**WHAT YOU WILL DO**
For each line below with the word "Alcorta", write out a copy.
━━━━
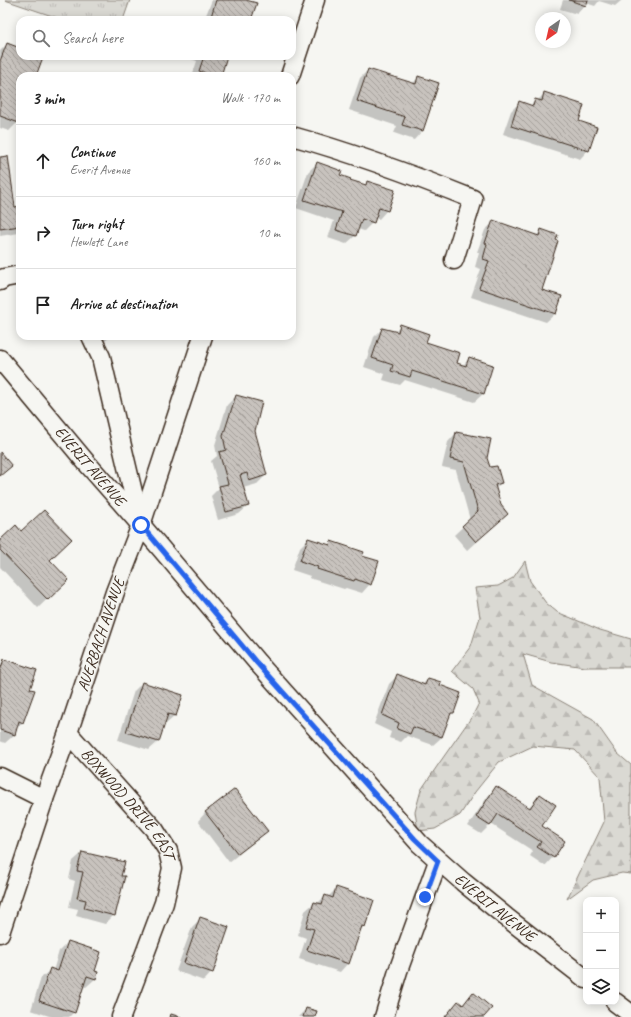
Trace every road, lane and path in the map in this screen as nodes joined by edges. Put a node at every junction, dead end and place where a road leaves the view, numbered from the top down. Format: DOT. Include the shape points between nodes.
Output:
graph roads {
  1 [pos="315,0"];
  2 [pos="296,58"];
  3 [pos="295,60"];
  4 [pos="291,72"];
  5 [pos="296,137"];
  6 [pos="454,260"];
  7 [pos="16,276"];
  8 [pos="0,281"];
  9 [pos="93,340"];
  10 [pos="202,340"];
  11 [pos="0,359"];
  12 [pos="141,525"];
  13 [pos="68,733"];
  14 [pos="0,777"];
  15 [pos="44,799"];
  16 [pos="438,861"];
  17 [pos="0,934"];
  18 [pos="583,977"];
  19 [pos="619,1005"];
  20 [pos="631,1014"];
  21 [pos="121,1017"];
  22 [pos="384,1017"];
  1 -- 2 [label="street"];
  3 -- 4 [label="street"];
  5 -- 6 [label="street" via="431,182 472,199"];
  7 -- 8 [label="street"];
  9 -- 12 [label="street" via="101,357"];
  10 -- 12 [label="street, AUERBACH AVENUE"];
  11 -- 12 [label="street, EVERIT AVENUE"];
  12 -- 13 [label="street, AUERBACH AVENUE" via="115,592"];
  12 -- 16 [label="street, EVERIT AVENUE" via="256,662 415,839"];
  13 -- 15 [label="street, AUERBACH AVENUE"];
  13 -- 21 [label="street, BOXWOOD DRIVE EAST" via="154,829 168,851 172,868 164,903"];
  14 -- 15 [label="street"];
  15 -- 17 [label="street, AUERBACH AVENUE"];
  16 -- 18 [label="street, EVERIT AVENUE"];
  16 -- 22 [label="street"];
  19 -- 20 [label="street"];
}
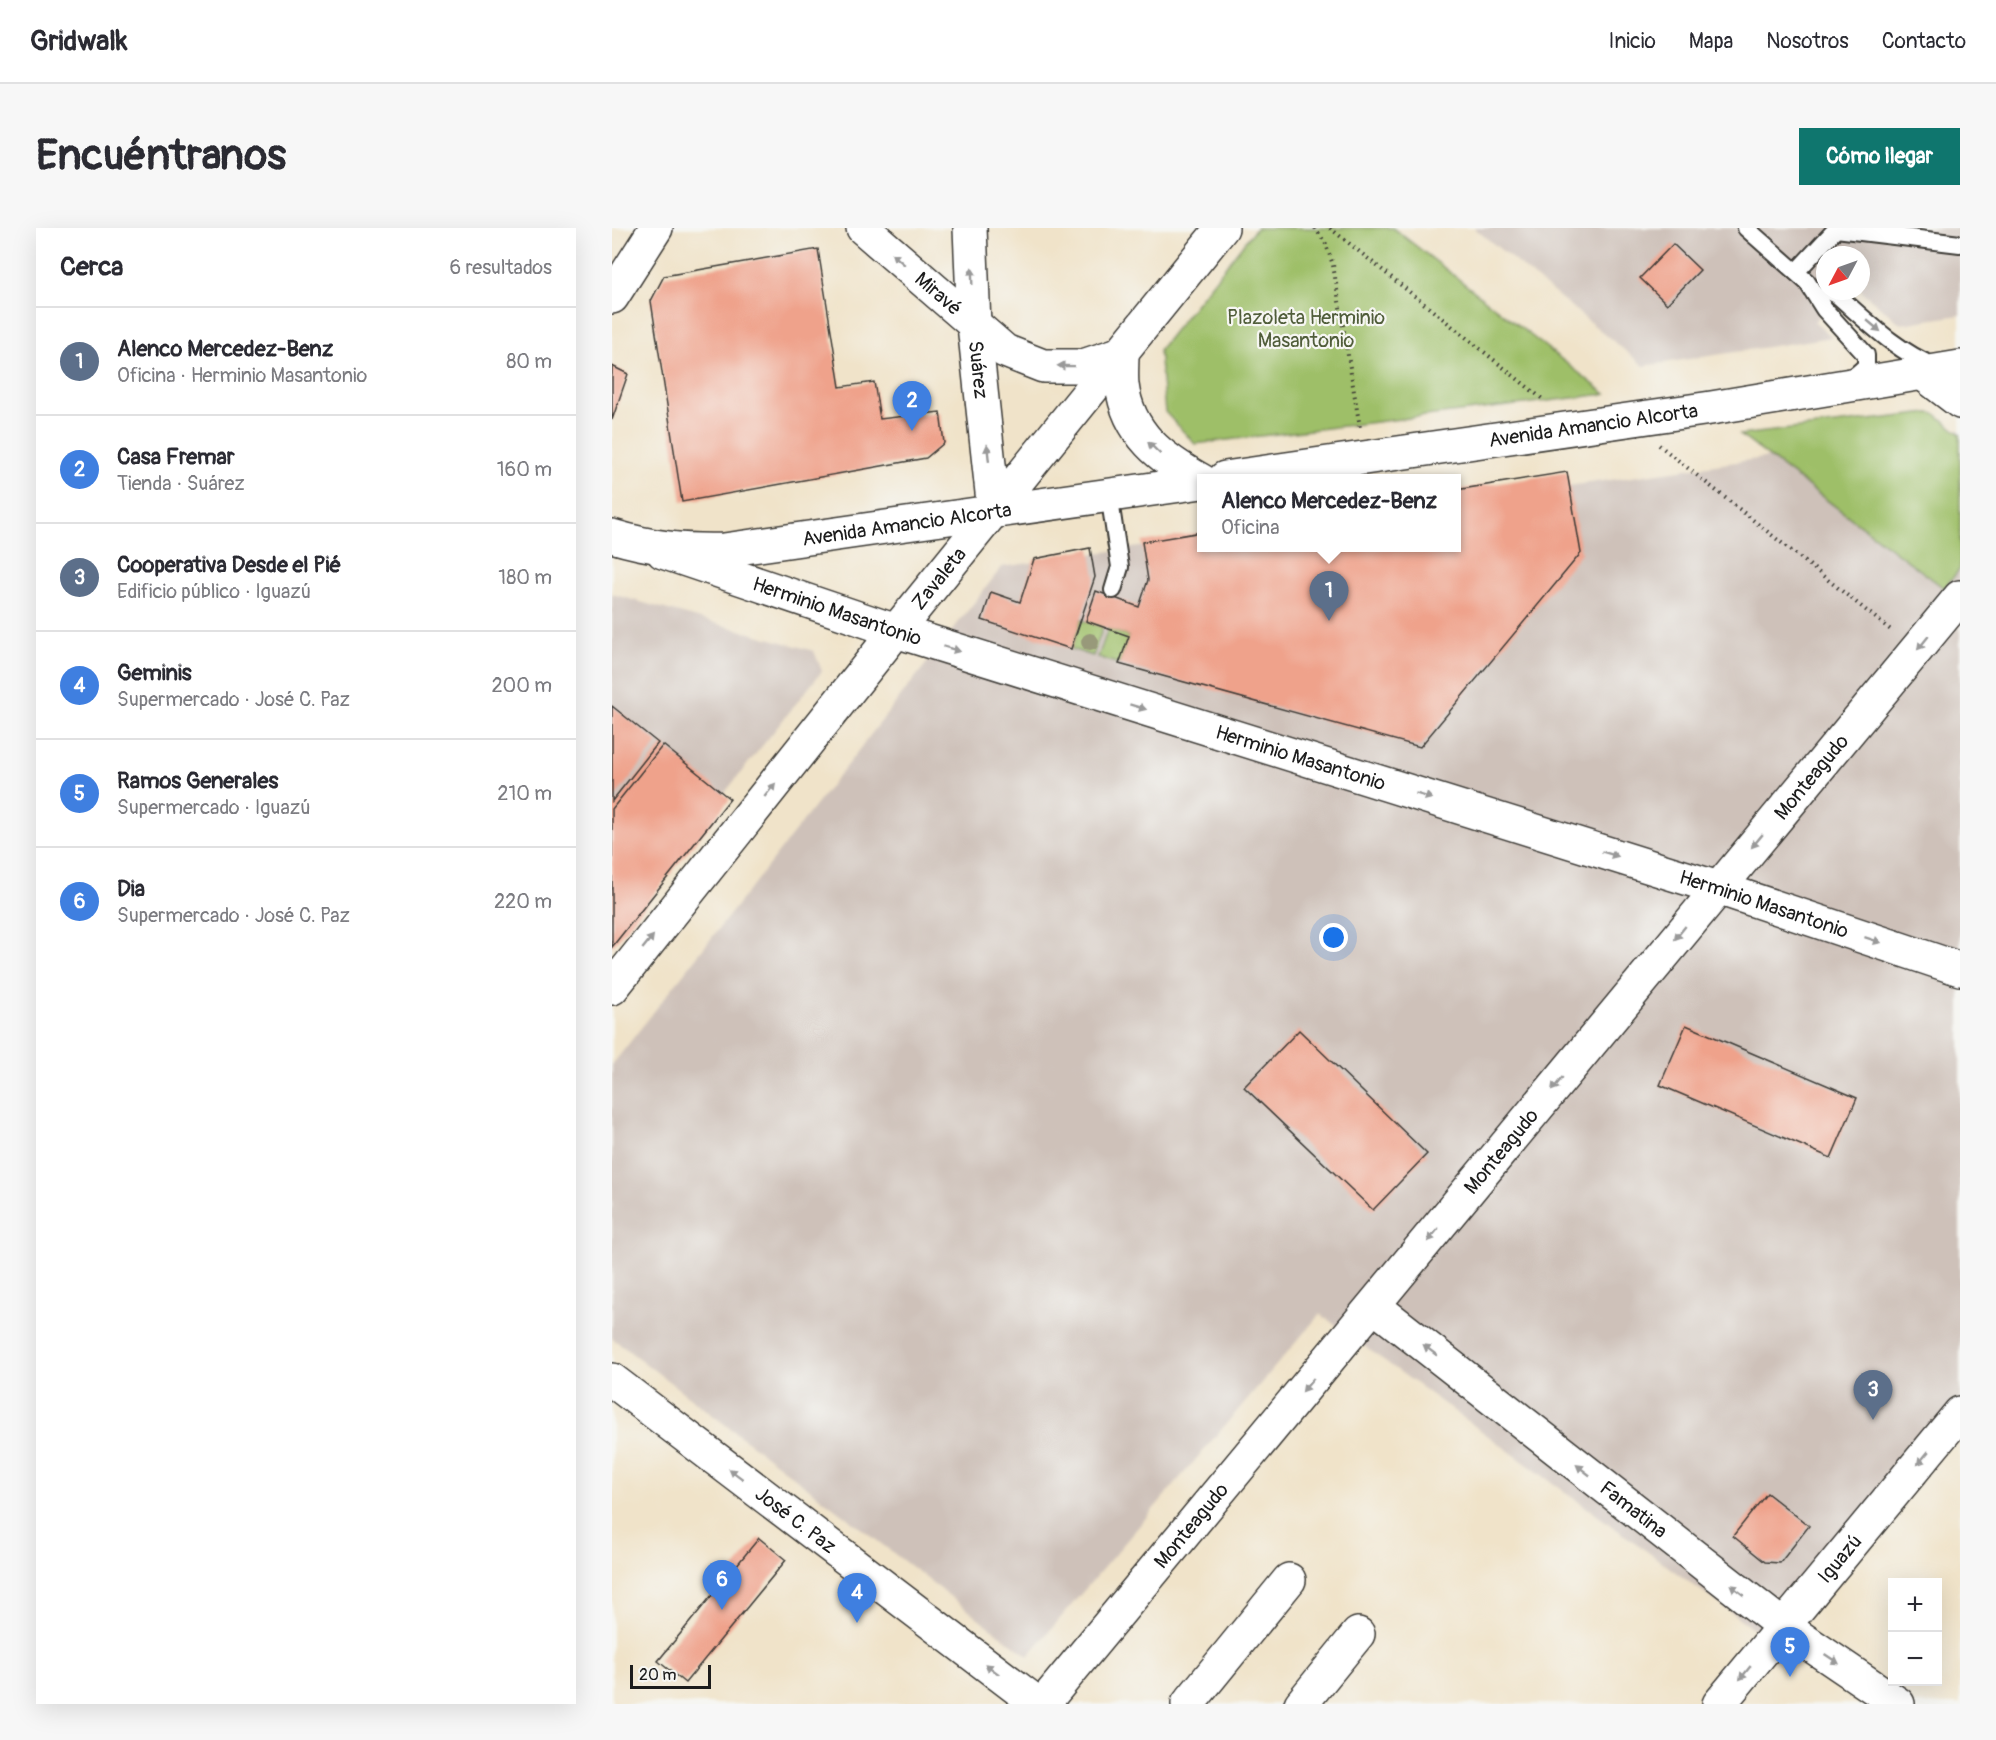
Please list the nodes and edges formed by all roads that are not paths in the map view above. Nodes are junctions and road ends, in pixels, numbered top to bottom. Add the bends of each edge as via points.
1 (656, 228) edge
2 (862, 228) edge
3 (970, 228) edge
4 (1222, 228) edge
5 (1746, 228) edge
6 (1837, 229) edge
7 (1960, 244) edge
8 (1802, 277) junction
9 (1816, 285) edge
10 (612, 297) edge
11 (1843, 300) edge
12 (974, 325) junction
13 (1122, 353) junction
14 (1942, 370) edge
15 (1841, 387) junction
16 (1960, 402) edge
17 (1253, 474) edge
18 (1197, 479) edge
19 (1197, 483) edge
20 (1109, 495) junction
21 (994, 512) junction
22 (612, 536) edge
23 (644, 546) junction
24 (1113, 590) dead end
25 (1960, 597) edge
26 (896, 631) junction
27 (1718, 888) junction
28 (1960, 969) edge
29 (612, 988) edge
30 (1374, 1306) junction
31 (612, 1380) edge
32 (1960, 1413) edge
33 (1289, 1580) dead end
34 (1783, 1626) junction
35 (1358, 1634) dead end
36 (1041, 1704) edge
37 (1188, 1704) edge
38 (1301, 1704) edge
39 (1719, 1704) edge
40 (1898, 1704) edge

1 - 10 street
12 -> 2 street, Miravé
12 -> 3 street, Suárez
4 - 13 street, Zavaleta
5 - 8 lane
6 - 7 lane
6 - 8 lane
8 - 9 lane
8 - 15 lane via 1824,309 1866,355 1866,366
11 -> 14 lane via 1890,341
13 -> 12 street, Miravé via 1083,366 1043,366 1005,351
21 -> 12 street, Suárez
18 -> 13 street via 1149,444 1131,417 1122,386
13 - 21 street, Zavaleta
14 - 15 street, Avenida Amancio Alcorta
14 - 16 street
15 - 17 street, Avenida Amancio Alcorta
19 - 20 street, Avenida Amancio Alcorta
20 - 21 street, Avenida Amancio Alcorta
20 - 24 lane via 1120,567
21 - 23 street, Avenida Amancio Alcorta via 724,550
21 - 26 street, Zavaleta
22 - 23 street, Avenida Amancio Alcorta
23 - 26 street, Herminio Masantonio
25 -> 27 street, Monteagudo
26 -> 27 street, Herminio Masantonio
29 -> 26 street, Zavaleta
27 -> 28 street, Herminio Masantonio
27 -> 30 street, Monteagudo
34 -> 30 street, Famatina
30 -> 36 street, Monteagudo
36 -> 31 street, José C. Paz
32 -> 34 street, Iguazú
33 - 37 street
34 -> 39 street, Iguazú
34 -> 40 street, Famatina
35 - 38 street

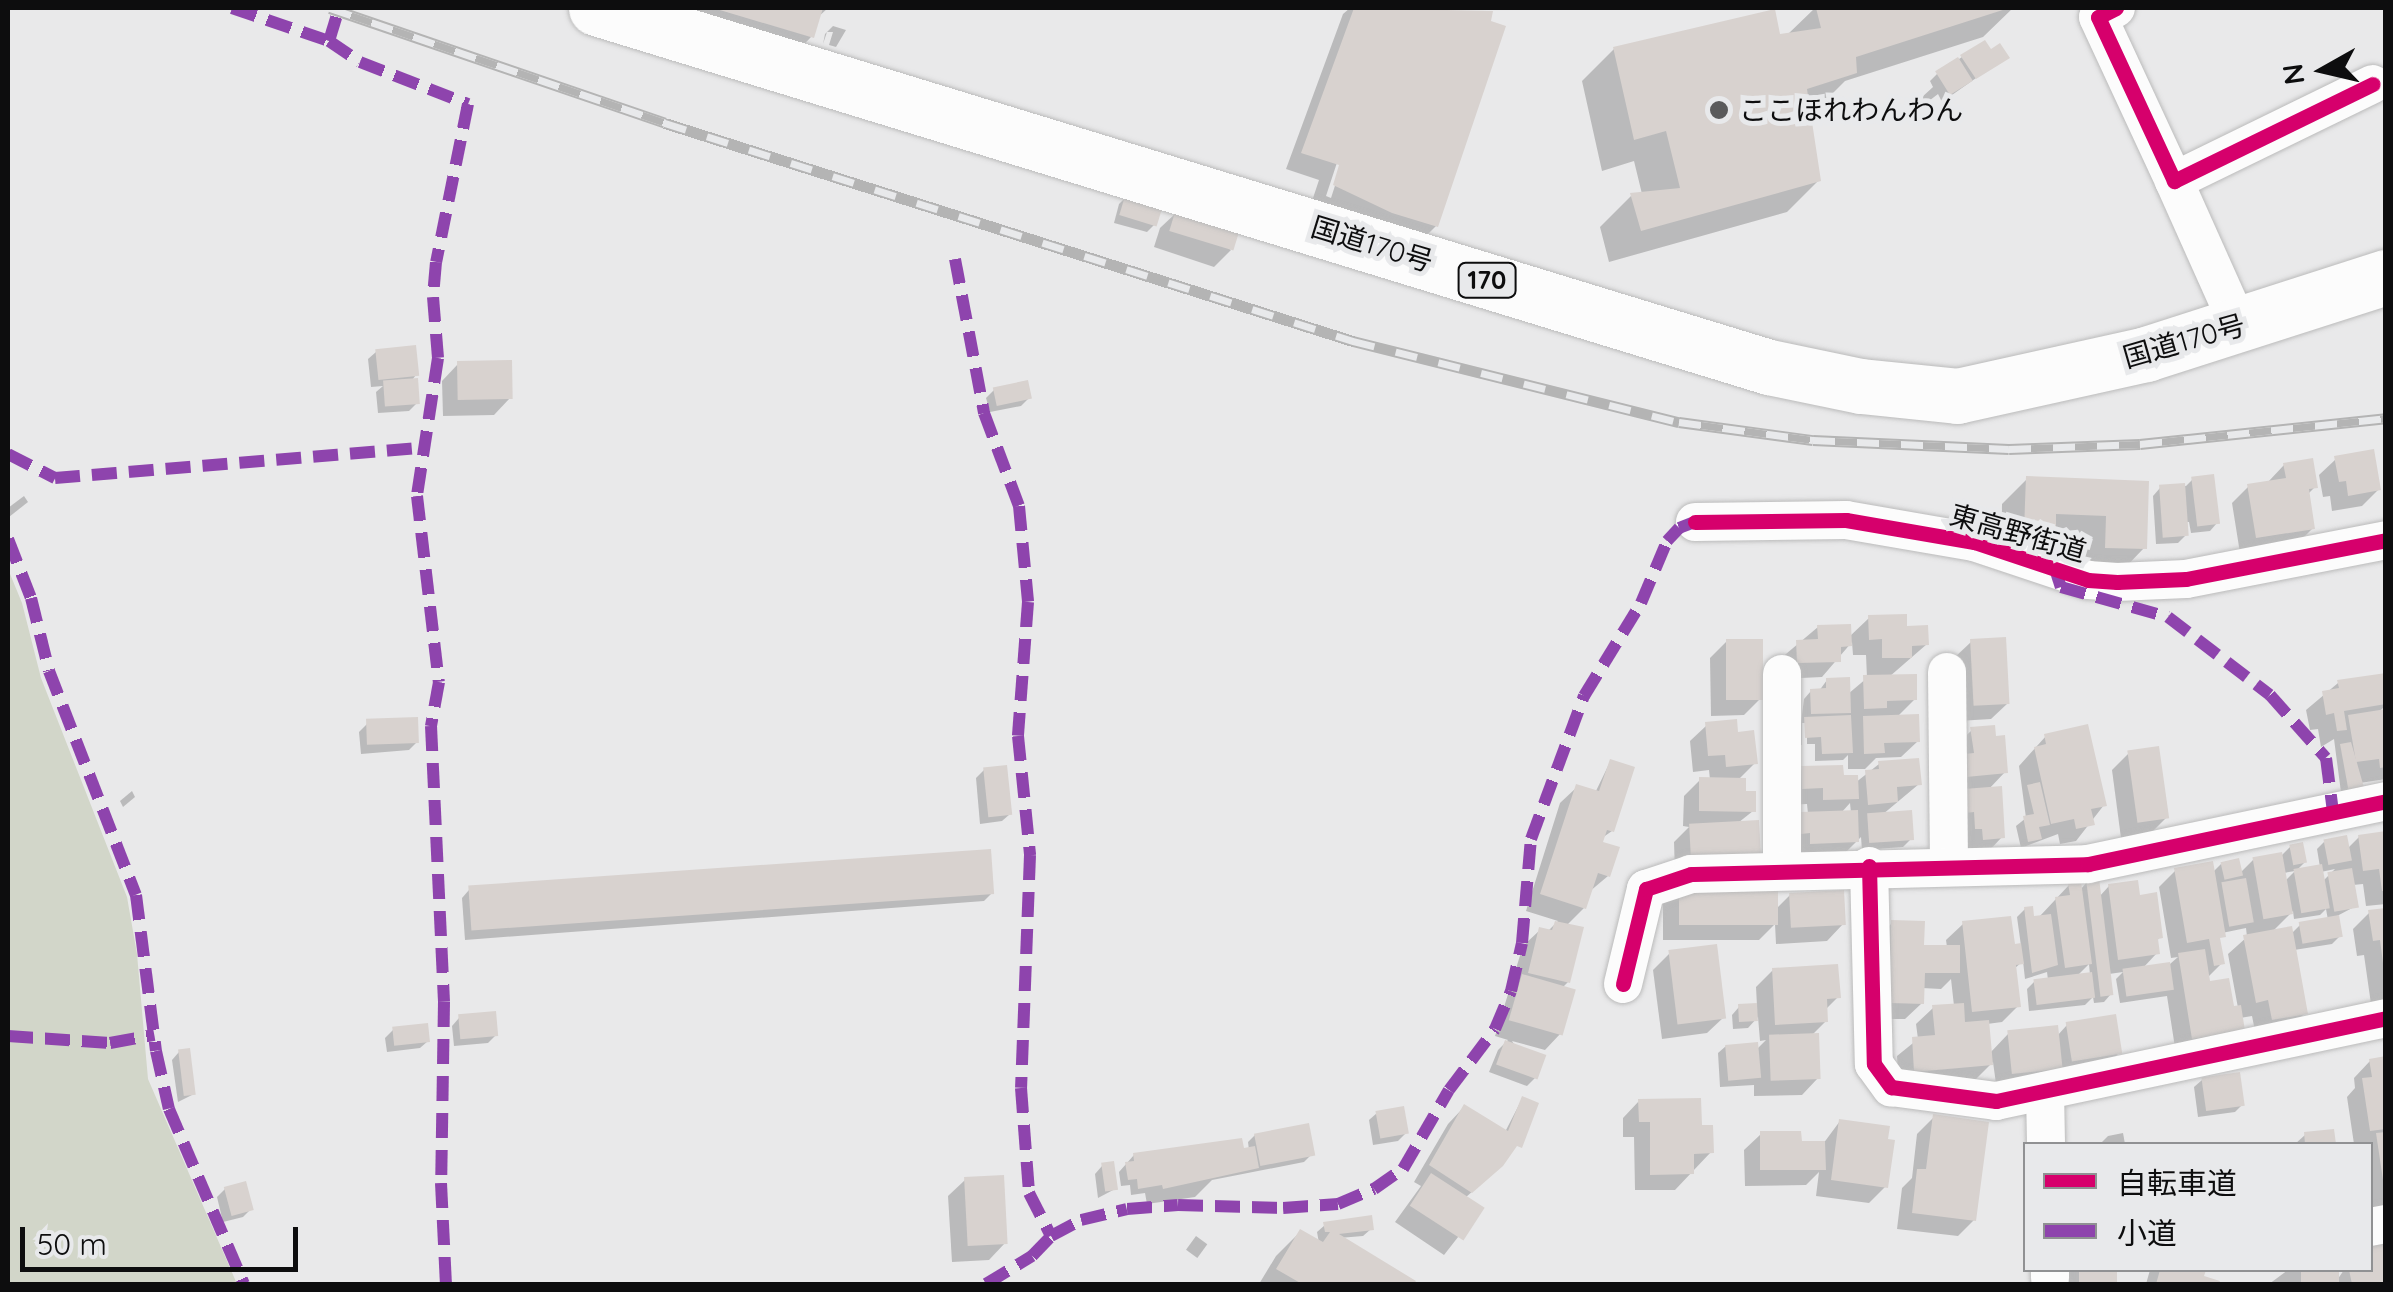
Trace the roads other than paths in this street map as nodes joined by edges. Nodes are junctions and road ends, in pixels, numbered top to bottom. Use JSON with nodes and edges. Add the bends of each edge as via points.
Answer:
{"nodes":[{"id":1,"x":596,"y":8,"type":"edge"},
{"id":2,"x":2116,"y":8,"type":"edge"},
{"id":3,"x":2382,"y":91,"type":"edge"},
{"id":4,"x":2174,"y":180,"type":"junction"},
{"id":5,"x":2386,"y":277,"type":"edge"},
{"id":6,"x":2240,"y":326,"type":"junction"},
{"id":7,"x":1695,"y":522,"type":"dead end"},
{"id":8,"x":2386,"y":540,"type":"edge"},
{"id":9,"x":1947,"y":672,"type":"dead end"},
{"id":10,"x":1782,"y":674,"type":"dead end"},
{"id":11,"x":2386,"y":801,"type":"edge"},
{"id":12,"x":1949,"y":865,"type":"junction"},
{"id":13,"x":1869,"y":866,"type":"junction"},
{"id":14,"x":1782,"y":870,"type":"junction"},
{"id":15,"x":1623,"y":984,"type":"dead end"},
{"id":16,"x":2386,"y":1018,"type":"edge"},
{"id":17,"x":2044,"y":1091,"type":"junction"},
{"id":18,"x":2046,"y":1142,"type":"edge"}],
"edges":[{"from":1,"to":6,"type":"highway","name":"国道170号","number":"170","via":[[1769,367],[1861,386],[1958,396]]},
{"from":2,"to":4,"type":"street","via":[[2098,16]]},
{"from":3,"to":4,"type":"street"},
{"from":4,"to":6,"type":"street"},
{"from":5,"to":6,"type":"highway","name":"国道170号","number":"170"},
{"from":7,"to":8,"type":"street","name":"東高野街道","via":[[1846,520],[1974,542],[2088,580],[2117,582],[2186,578]]},
{"from":9,"to":12,"type":"street"},
{"from":10,"to":14,"type":"street"},
{"from":11,"to":12,"type":"street","via":[[2088,864]]},
{"from":12,"to":13,"type":"street"},
{"from":13,"to":14,"type":"street"},
{"from":13,"to":17,"type":"street","via":[[1874,1064],[1891,1087],[1996,1102]]},
{"from":14,"to":15,"type":"street","via":[[1690,874],[1646,889]]},
{"from":16,"to":17,"type":"street"},
{"from":17,"to":18,"type":"street"}]}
━━━━
**EXERCISE ANSWER**
14 - 15 street, Avenida Amancio Alcorta
15 - 17 street, Avenida Amancio Alcorta
19 - 20 street, Avenida Amancio Alcorta
20 - 21 street, Avenida Amancio Alcorta
21 - 23 street, Avenida Amancio Alcorta via 724,550
22 - 23 street, Avenida Amancio Alcorta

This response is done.